🎵 MIMIMI: Self-supervised Complex Network for Machine Sound Anomaly Detection

🎵 MIMIMI: Self-supervised Complex Network for Machine Sound Anomaly Detection

A PyTorch implementation of the EUSIPCO 2021 paper "Self-supervised Complex Network for Machine Sound Anomaly Detection" by Kim et al.

📋 Overview

MIMIMI implements a novel deep complex neural network for machine sound anomaly detection using phase-aware spectral analysis. The model leverages complex-valued convolutions and attention mechanisms to capture both magnitude and phase information from audio spectrograms, achieving superior performance over traditional magnitude-only approaches.

Features

Complex-valued Neural Networks: Full complex arithmetic throughout the network
Phase-aware Processing: Utilizes both magnitude and phase information
Attention Mechanism: Adaptive weighting of magnitude vs. complex features
Self-supervised Learning: Trains on normal sounds only using machine ID classification
Multi-branch Architecture: Separate processing paths for magnitude, complex, and combined features

🏗️ Architecture

The network consists of three main components:

Complex Convolutional Backbone: 5 complex convolution blocks with PReLU activation
Dual-path Processing: Separate branches for magnitude and complex features
Attention Fusion: Channel attention to weight magnitude vs. complex contributions

Architecture Overview

📊 Results

Performance Comparison

❗

IMPORTANT

The following table compares the paper's results, which used the complete MIMII dataset (30+ GB), compared to mine which uses only the development subset (~4 GB).
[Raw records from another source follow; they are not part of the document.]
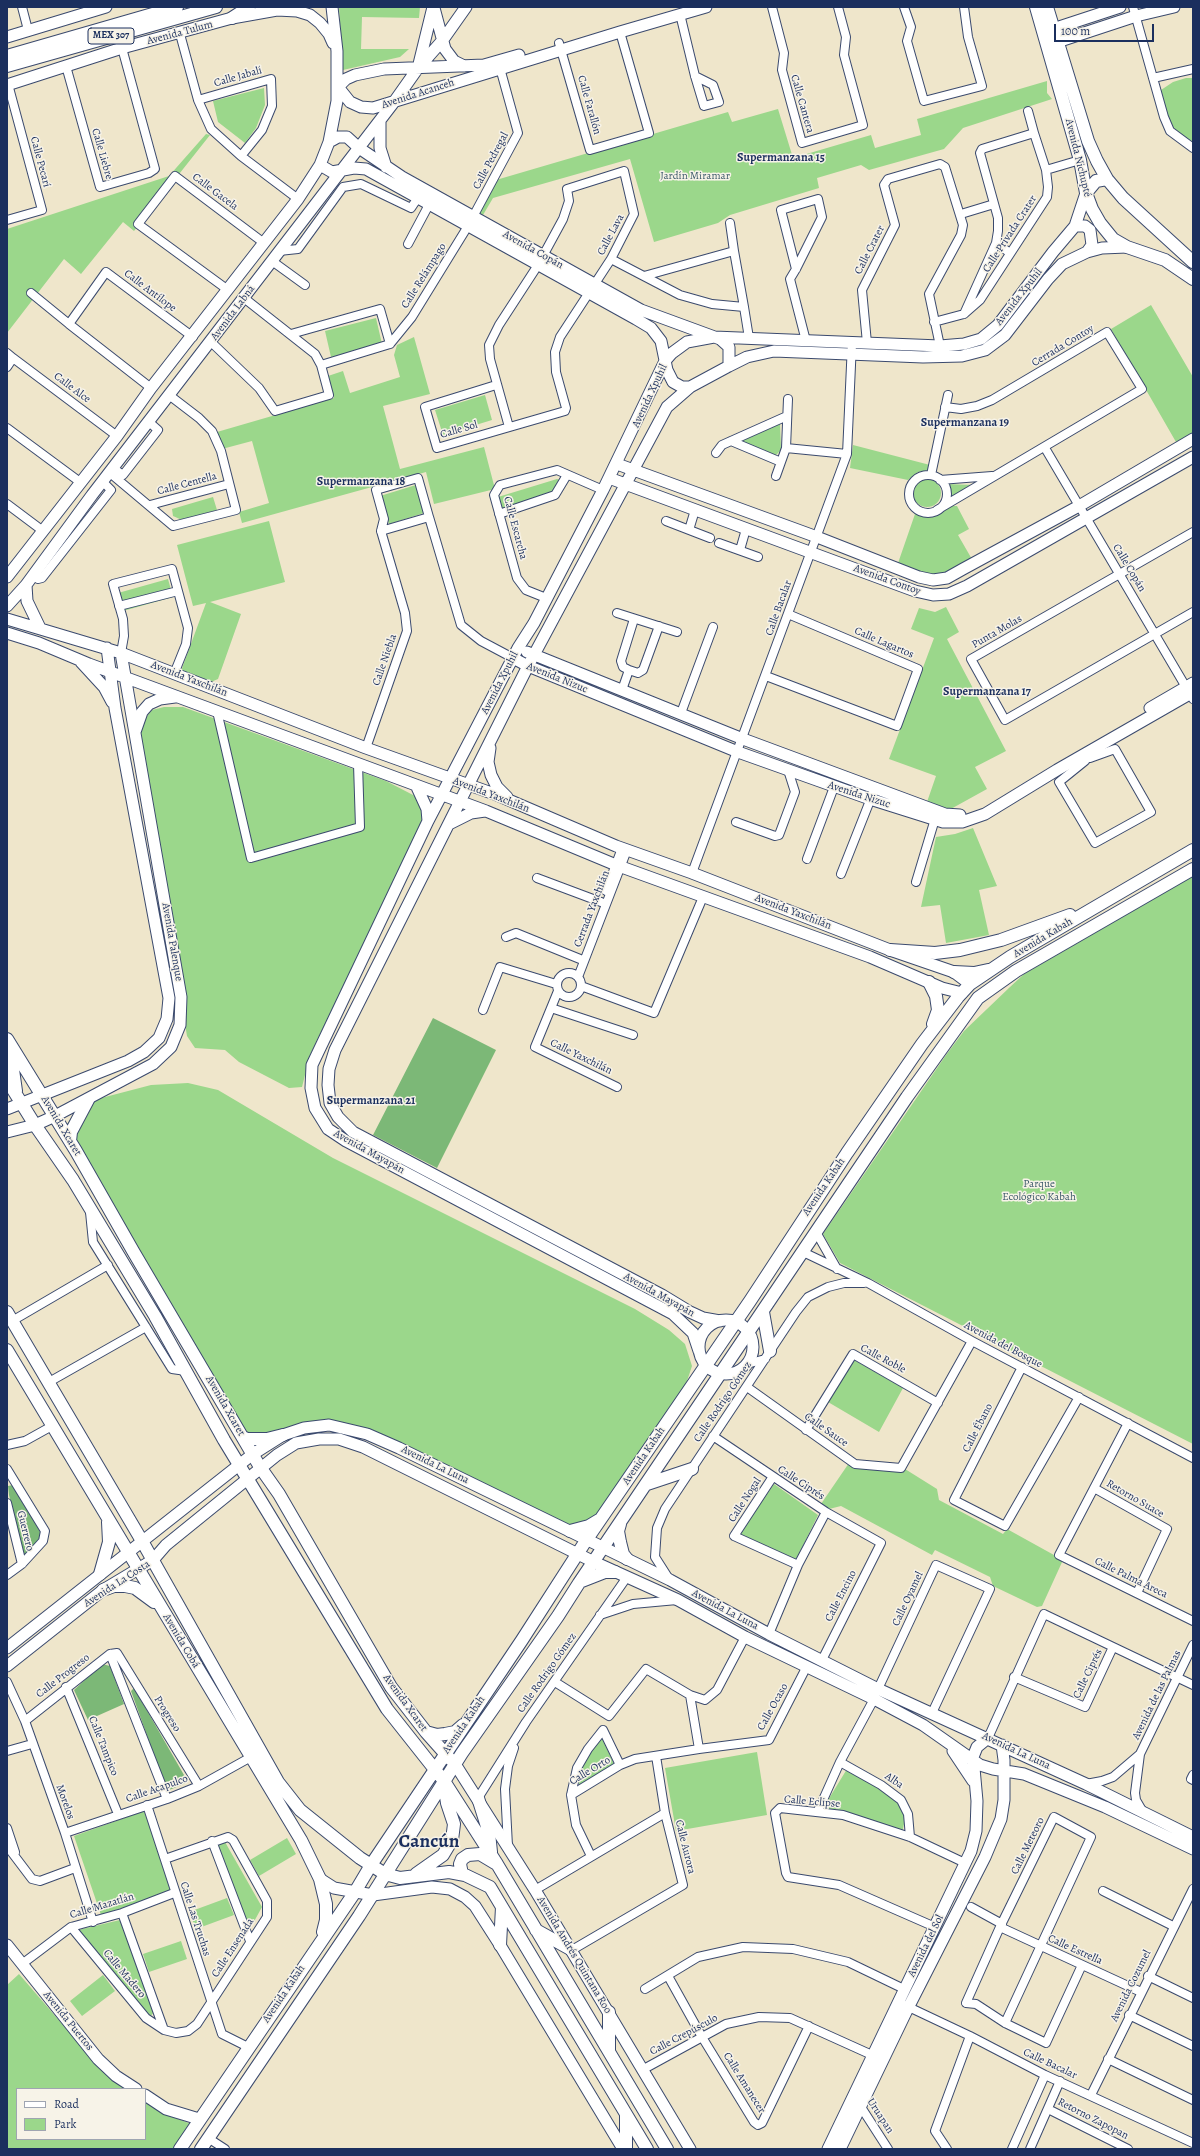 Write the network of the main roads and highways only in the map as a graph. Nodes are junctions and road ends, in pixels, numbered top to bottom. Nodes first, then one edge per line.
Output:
1 (177, 7) edge
2 (216, 7) edge
3 (249, 7) edge
4 (1036, 7) edge
5 (1047, 7) edge
6 (232, 18) road end
7 (7, 56) edge
8 (7, 66) edge
9 (1094, 156) junction
10 (1080, 160) junction
11 (1108, 179) junction
12 (1086, 193) junction
13 (1164, 236) junction
14 (1154, 256) junction
15 (1193, 262) edge
16 (1193, 279) edge
17 (1193, 850) edge
18 (1193, 869) edge
19 (1104, 901) junction
20 (890, 950) road end
21 (995, 969) junction
22 (954, 972) road end
23 (929, 982) road end
24 (995, 986) junction
25 (968, 990) junction
26 (962, 1019) junction
27 (930, 1033) junction
28 (8, 1040) edge
29 (7, 1080) edge
30 (19, 1100) junction
31 (88, 1100) road end
32 (70, 1141) junction
33 (97, 1220) junction
34 (133, 1251) junction
35 (763, 1312) junction
36 (10, 1316) edge
37 (7, 1350) edge
38 (767, 1355) road end
39 (283, 1435) road end
40 (243, 1437) junction
41 (59, 1438) junction
42 (87, 1447) junction
43 (692, 1469) road end
44 (647, 1484) junction
45 (602, 1518) junction
46 (107, 1519) junction
47 (620, 1524) junction
48 (570, 1531) road end
49 (627, 1559) road end
50 (615, 1572) road end
51 (96, 1578) road end
52 (579, 1583) junction
53 (101, 1591) road end
54 (160, 1606) junction
55 (182, 1643) junction
56 (352, 1648) junction
57 (214, 1667) junction
58 (390, 1687) junction
59 (468, 1720) junction
60 (426, 1732) junction
61 (445, 1753) junction
62 (455, 1764) junction
63 (435, 1768) junction
64 (444, 1781) junction
65 (278, 1782) junction
66 (478, 1798) road end
67 (281, 1806) junction
68 (494, 1859) junction
69 (371, 1865) junction
70 (385, 1874) junction
71 (462, 1874) junction
72 (414, 1876) junction
73 (502, 1907) junction
74 (535, 1930) junction
75 (321, 1940) junction
76 (500, 1945) road end
77 (572, 1950) road end
78 (609, 2012) road end
79 (609, 2052) junction
80 (626, 2114) junction
81 (180, 2149) edge
82 (201, 2149) edge
83 (626, 2149) edge
84 (647, 2149) edge
85 (667, 2149) edge

1 - 7 main road, MEX 307
2 - 8 main road, Avenida Tulum / MEX 307
3 - 6 main road
4 - 10 main road, Avenida Nichupté
5 - 9 main road, Avenida Nichupté
9 - 10 main road
9 - 11 main road, Avenida Nichupté
10 - 12 main road, Avenida Nichupté
11 - 12 main road
11 - 13 main road, Avenida Nichupté
12 - 14 main road, Avenida Nichupté
13 - 14 main road
13 - 15 main road, Avenida Nichupté
14 - 16 main road, Avenida Nichupté
17 - 19 main road, Avenida Kabah
18 - 24 main road, Avenida Kabah
19 - 20 main road
19 - 21 main road, Avenida Kabah
21 - 22 main road
21 - 25 main road, Avenida Kabah
23 - 27 main road
24 - 25 main road
24 - 26 main road, Avenida Kabah
25 - 26 main road
25 - 27 main road, Avenida Kabah
26 - 35 main road, Avenida Kabah
27 - 45 main road, Avenida Kabah
28 - 30 main road
28 - 32 main road, Avenida Xcaret
29 - 30 main road, Avenida Xcaret
30 - 33 main road, Avenida Xcaret
31 - 32 main road
32 - 34 main road, Avenida Xcaret
33 - 34 main road
33 - 56 main road, Avenida Xcaret
34 - 40 main road, Avenida Xcaret
35 - 38 main road
35 - 44 main road, Avenida Kabah
36 - 42 main road, Avenida Cobá
37 - 41 main road, Avenida Cobá
39 - 40 main road
40 - 58 main road, Avenida Xcaret
41 - 42 main road
41 - 46 main road, Avenida Cobá
42 - 57 main road, Avenida Cobá
43 - 44 main road
44 - 47 main road, Avenida Kabah
45 - 48 main road
45 - 59 main road, Avenida Kabah
46 - 51 main road
46 - 54 main road, Avenida Cobá
47 - 49 main road
47 - 52 main road, Avenida Kabah
50 - 52 main road
52 - 62 main road, Avenida Kabah
53 - 54 main road
54 - 55 main road, Avenida Cobá
55 - 57 main road
55 - 67 main road, Avenida Cobá
56 - 58 main road
56 - 63 main road, Avenida Xcaret
57 - 65 main road, Avenida Cobá
58 - 60 main road, Avenida Xcaret
59 - 60 main road
59 - 61 main road, Avenida Kabah
60 - 61 main road, Avenida Xcaret
61 - 62 main road, Avenida Xcaret
61 - 63 main road, Avenida Kabah
62 - 64 main road, Avenida Kabah
63 - 64 main road, Avenida Andrés Quintana Roo
63 - 69 main road, Avenida Kabah
64 - 68 main road, Avenida Andrés Quintana Roo
64 - 70 main road, Avenida Kabah
64 - 72 main road
65 - 67 main road
65 - 69 main road, Avenida Cobá
66 - 68 main road
67 - 75 main road, Avenida Cobá
68 - 71 main road
68 - 74 main road, Avenida Andrés Quintana Roo
69 - 70 main road
69 - 75 main road, Avenida Kabah
70 - 72 main road
70 - 82 main road, Avenida Kabah
71 - 72 main road
71 - 73 main road
73 - 76 main road
73 - 80 main road
74 - 77 main road
74 - 79 main road, Avenida Andrés Quintana Roo
75 - 81 main road, Avenida Kabah
78 - 79 main road
79 - 85 main road, Avenida Andrés Quintana Roo
80 - 83 main road
80 - 84 main road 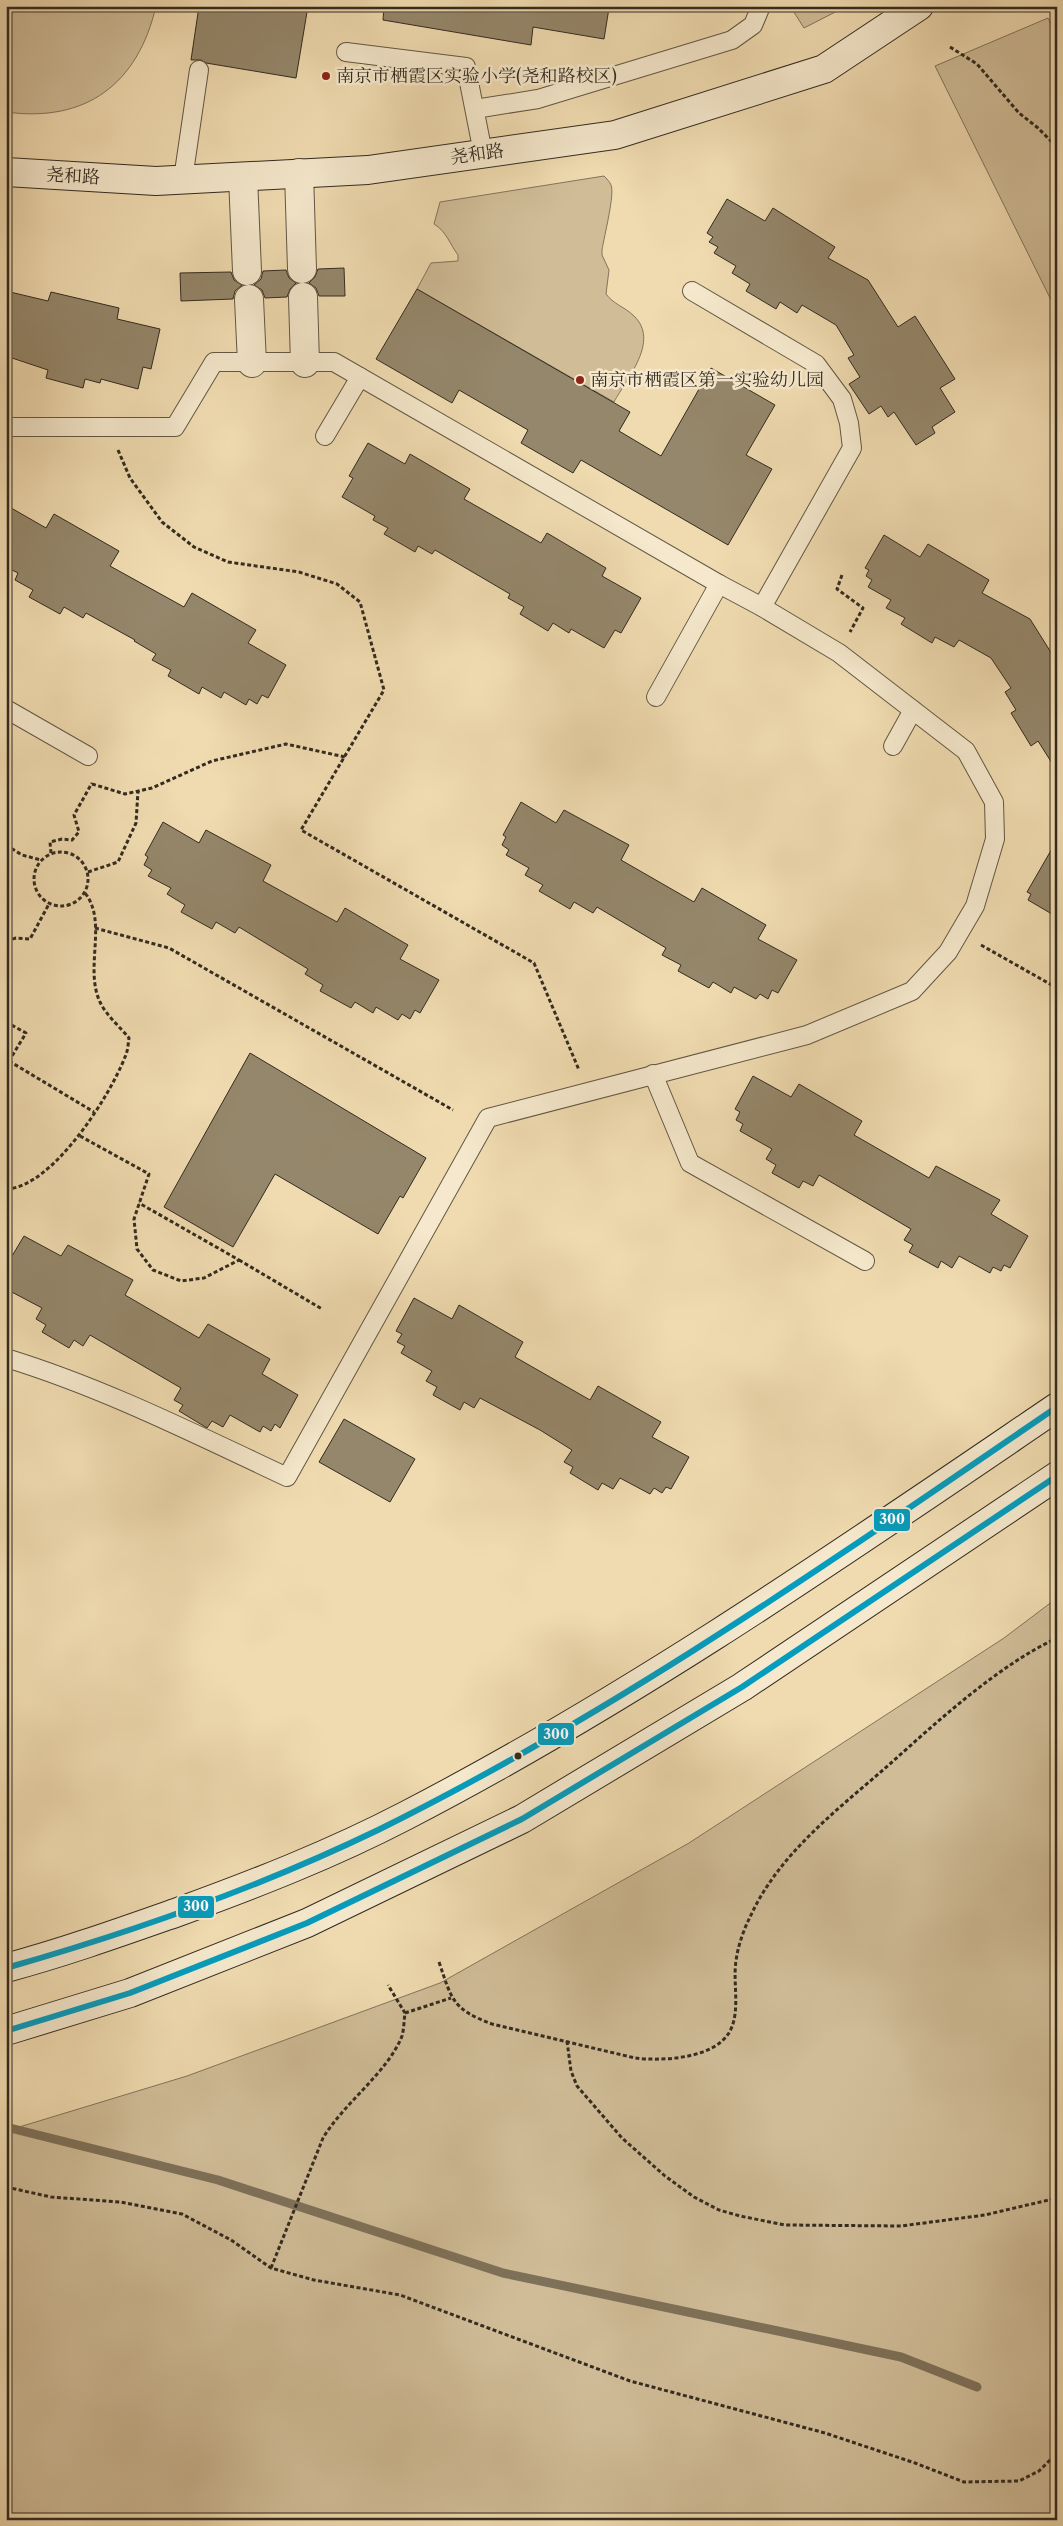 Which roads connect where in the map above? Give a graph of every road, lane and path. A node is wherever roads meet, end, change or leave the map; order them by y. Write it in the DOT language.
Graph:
graph roads {
  1 [pos="761,6"];
  2 [pos="919,6"];
  3 [pos="950,47"];
  4 [pos="346,52"];
  5 [pos="199,70"];
  6 [pos="474,109"];
  7 [pos="1057,147"];
  8 [pos="483,153"];
  9 [pos="6,172"];
  10 [pos="299,173"];
  11 [pos="243,176"];
  12 [pos="183,179"];
  13 [pos="302,269"];
  14 [pos="248,271"];
  15 [pos="692,291"];
  16 [pos="303,297"];
  17 [pos="249,299"];
  18 [pos="306,362"];
  19 [pos="252,363"];
  20 [pos="360,377"];
  21 [pos="6,427"];
  22 [pos="108,427"];
  23 [pos="326,436"];
  24 [pos="842,575"];
  25 [pos="719,584"];
  26 [pos="762,607"];
  27 [pos="839,653"];
  28 [pos="656,697"];
  29 [pos="6,709"];
  30 [pos="913,710"];
  31 [pos="893,746"];
  32 [pos="88,756"];
  33 [pos="345,757"];
  34 [pos="92,784"];
  35 [pos="138,791"];
  36 [pos="6,846"];
  37 [pos="50,853"];
  38 [pos="40,860"];
  39 [pos="88,872"];
  40 [pos="85,893"];
  41 [pos="49,904"];
  42 [pos="95,928"];
  43 [pos="959,933"];
  44 [pos="6,941"];
  45 [pos="1057,988"];
  46 [pos="6,1022"];
  47 [pos="9,1061"];
  48 [pos="6,1066"];
  49 [pos="653,1074"];
  50 [pos="588,1090"];
  51 [pos="453,1110"];
  52 [pos="94,1112"];
  53 [pos="80,1136"];
  54 [pos="6,1189"];
  55 [pos="139,1203"];
  56 [pos="238,1260"];
  57 [pos="865,1261"];
  58 [pos="322,1309"];
  59 [pos="6,1358"];
  60 [pos="1057,1407"];
  61 [pos="1057,1476"];
  62 [pos="1057,1638"];
  63 [pos="439,1962"];
  64 [pos="6,1968"];
  65 [pos="388,1985"];
  66 [pos="451,1998"];
  67 [pos="405,2013"];
  68 [pos="6,2031"];
  69 [pos="567,2042"];
  70 [pos="6,2187"];
  71 [pos="1057,2198"];
  72 [pos="271,2268"];
  73 [pos="1057,2453"];
  1 -- 6 [label="lane"];
  2 -- 8 [label="main road, 尧和路"];
  3 -- 7 [label="path"];
  4 -- 6 [label="lane"];
  5 -- 12 [label="lane"];
  6 -- 8 [label="lane"];
  8 -- 10 [label="main road, 尧和路"];
  9 -- 12 [label="main road, 尧和路"];
  10 -- 11 [label="main road, 尧和路"];
  10 -- 13 [label="main road"];
  11 -- 12 [label="main road, 尧和路"];
  11 -- 14 [label="main road"];
  15 -- 26 [label="lane"];
  16 -- 18 [label="main road"];
  17 -- 19 [label="main road"];
  18 -- 19 [label="lane"];
  18 -- 20 [label="lane"];
  19 -- 22 [label="lane"];
  20 -- 23 [label="lane"];
  20 -- 25 [label="lane"];
  21 -- 22 [label="lane"];
  22 -- 33 [label="path"];
  24 -- 27 [label="path"];
  25 -- 26 [label="lane"];
  25 -- 28 [label="lane"];
  26 -- 27 [label="lane"];
  27 -- 30 [label="lane"];
  29 -- 32 [label="lane"];
  30 -- 31 [label="lane"];
  30 -- 43 [label="lane"];
  32 -- 34 [label="path"];
  33 -- 35 [label="path"];
  33 -- 50 [label="path"];
  34 -- 35 [label="path"];
  34 -- 37 [label="path"];
  35 -- 39 [label="path"];
  36 -- 38 [label="path"];
  37 -- 38 [label="path"];
  37 -- 39 [label="path"];
  38 -- 41 [label="path"];
  39 -- 40 [label="path"];
  40 -- 41 [label="path"];
  40 -- 42 [label="path"];
  41 -- 44 [label="path"];
  42 -- 51 [label="path"];
  42 -- 52 [label="path"];
  43 -- 45 [label="path"];
  43 -- 49 [label="lane"];
  46 -- 47 [label="path"];
  47 -- 48 [label="path"];
  47 -- 52 [label="path"];
  49 -- 50 [label="lane"];
  49 -- 57 [label="lane"];
  50 -- 59 [label="lane"];
  52 -- 53 [label="path"];
  53 -- 54 [label="path"];
  53 -- 55 [label="path"];
  55 -- 56 [label="path"];
  55 -- 56 [label="path"];
  56 -- 58 [label="path"];
  60 -- 64 [label="main road"];
  61 -- 68 [label="main road"];
  62 -- 69 [label="path"];
  63 -- 66 [label="path"];
  65 -- 67 [label="path"];
  66 -- 67 [label="path"];
  66 -- 69 [label="path"];
  67 -- 72 [label="path"];
  69 -- 71 [label="path"];
  70 -- 72 [label="path"];
  72 -- 73 [label="path"];
}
Machine Type	Paper (%)	Best Machine ID (%)	Average of all IDs (%)
Fan	96.40	88.33	83.43
Pump	98.75	99.48	87.15
Slider	96.87	99.84	92.35
Valve	96.87	93.06	85.22
Average	97.22	95.18	87.04

💡

NOTE

The paper didn't mention if it highlighted the best performing machine ID or the average across all IDs. Therefore, I decided to show both.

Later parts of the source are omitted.